Dexter followed his father's educational footsteps almost exactly.  After graduating from the Middlesex School, he entered Harvard University, and then the Columbia Law School.  When the United States entered World War I, Dexter joined the army, earning the rank of second lieutenant in the infantry.  Upon his return, he re-joined his fathers law firm.

The family was at the Cedarhurst estate on July 9, 1919 when Eugene Dexter Hawkins died of a heart attack at the age of 59.  His mother, wife and son continued living at 51 East 67th Street.

Dexter Hawkins seems to have been in no hurry to marry.  He was 31 years old when his engagement to Evelyn Byrd Eliot was announced on July 24, 1929.  The New York Times mentioned, "His clubs are the Union, Racquet and Tennis and the Fly Club of Harvard."  

The couple was married on December 2, 1929.  A few months later Julia Hawkins sold 51 East 67th Street.  It became home to Cadwallader Washburn Kelsey, his wife Marian Sherwood, and their son teen-aged son Cadwallader.

Kelsey was an inventor who built his first four-wheel automobile in 1897.  In 1910 he formed the C. W. Kelsey Manufacturing Company to produce the three-wheel Motorette car.  Perhaps his most remarkable invention was the Kelsey Skycar, described by the Danville, Virginia newspaper The Bee as a two-seater "designed to take off like a helicopter and land in a back yard."  Kelsey left the automobile industry in 1924.

The Kelsey Motorette had three wheels.  C. W. Kelsey Manufacturing Company Brochure 1910 (copyright expired)

On December 2, 1927 the younger Cadwallader was in Central Park when he came upon park attendant James Sullivan and two other persons standing over Charles A. Klein.  The 60-year-old was dying of self-inflicted wounds.  He had stabbed himself then jumped from a bridge onto the East Drive.  In an apparently impetuous move, Cadwallader decided "to put him out of his misery."  He later told Assistant District Attorney Lawrence J. McManus "that he struck the suffering man on the jaw to 'knock him out,'" as reported by The New York Sun.

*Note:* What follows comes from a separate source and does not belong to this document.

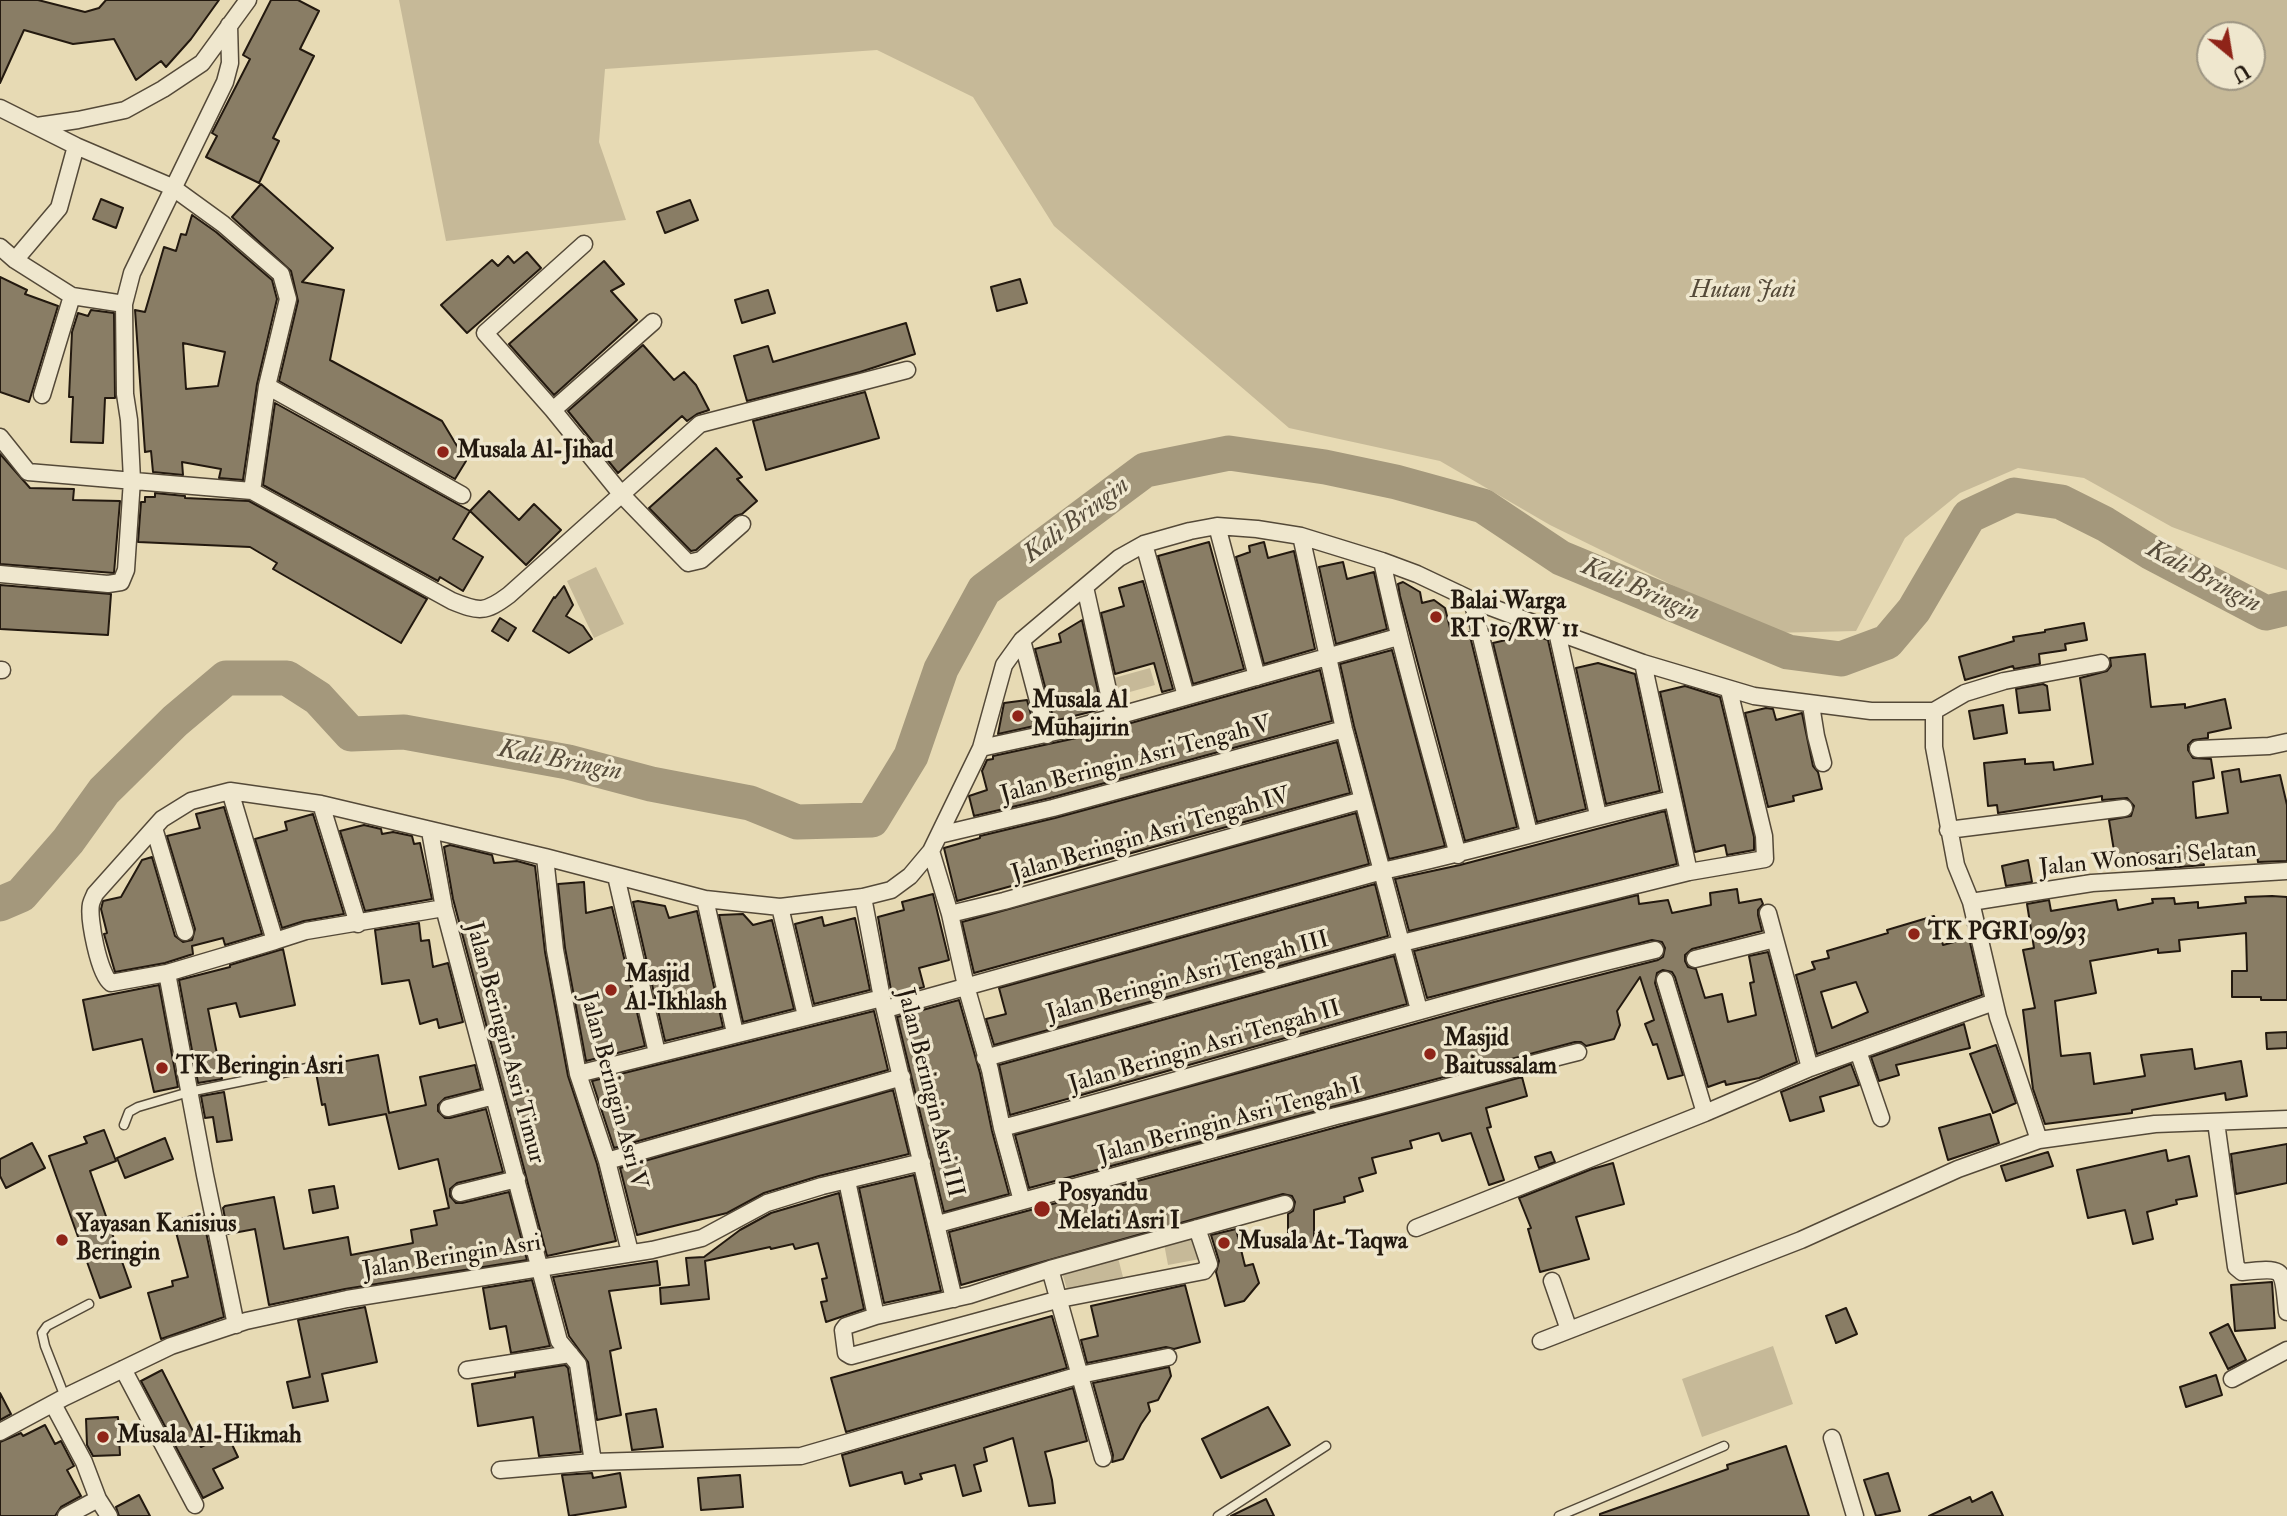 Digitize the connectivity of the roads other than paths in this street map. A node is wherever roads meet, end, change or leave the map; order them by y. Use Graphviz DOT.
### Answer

Although witnesses confirmed he had struck Klein, Cadwallader rethought the prudence of his actions.  He firmly denied ever having struck the man.  No charges were pressed however, and McManus's death report said "the blow struck him by Mr. Kelsey was not a factor in his death."

Cadwallader, who was now 22 years old, stretched the truth again.  He had told McManus that he was a member of the exclusive New York Athletic Club during the initial interview.  When the facts of the case were published, the club's secretary, John P. Leo, denied that he "was a member of or connected with that club."

In 1941 the original stoop and portico were intact.  via the NYC Dept. of Records & Information Services

On July 12, 1946, The New York Sun reported that Maurice Epstein had purchased the house.  "The purchaser intends to convert the ground floor into a garden apartment for professional use," said the article.

By now almost all of the post-Civil War rowhouses along the block had either been razed or transformed to modern homes.  The new owner's remodeling of 51 East 67th Street, however, left the 19th century design greatly intact.  The stoop was removed and the entrance lowered to the former basement level.  But the window surrounds, brownstone facade, and iron cornice were preserved.

A subsequent renovation completed in 1954 resulted in one apartment each in the basement through second floors, and one each on the third and fourth.


Then, in 1997 a significant renovation-restoration began that returned to the house to a single family home with a medical office in the basement.  The stoop was refabricated and a laudable attempt to reproduce the entrance, without the portico, was made.  While historically convincing, its narrow proportions are somewhat off putting.  Nonetheless, the house is an unexpected survivor of the 1879 row.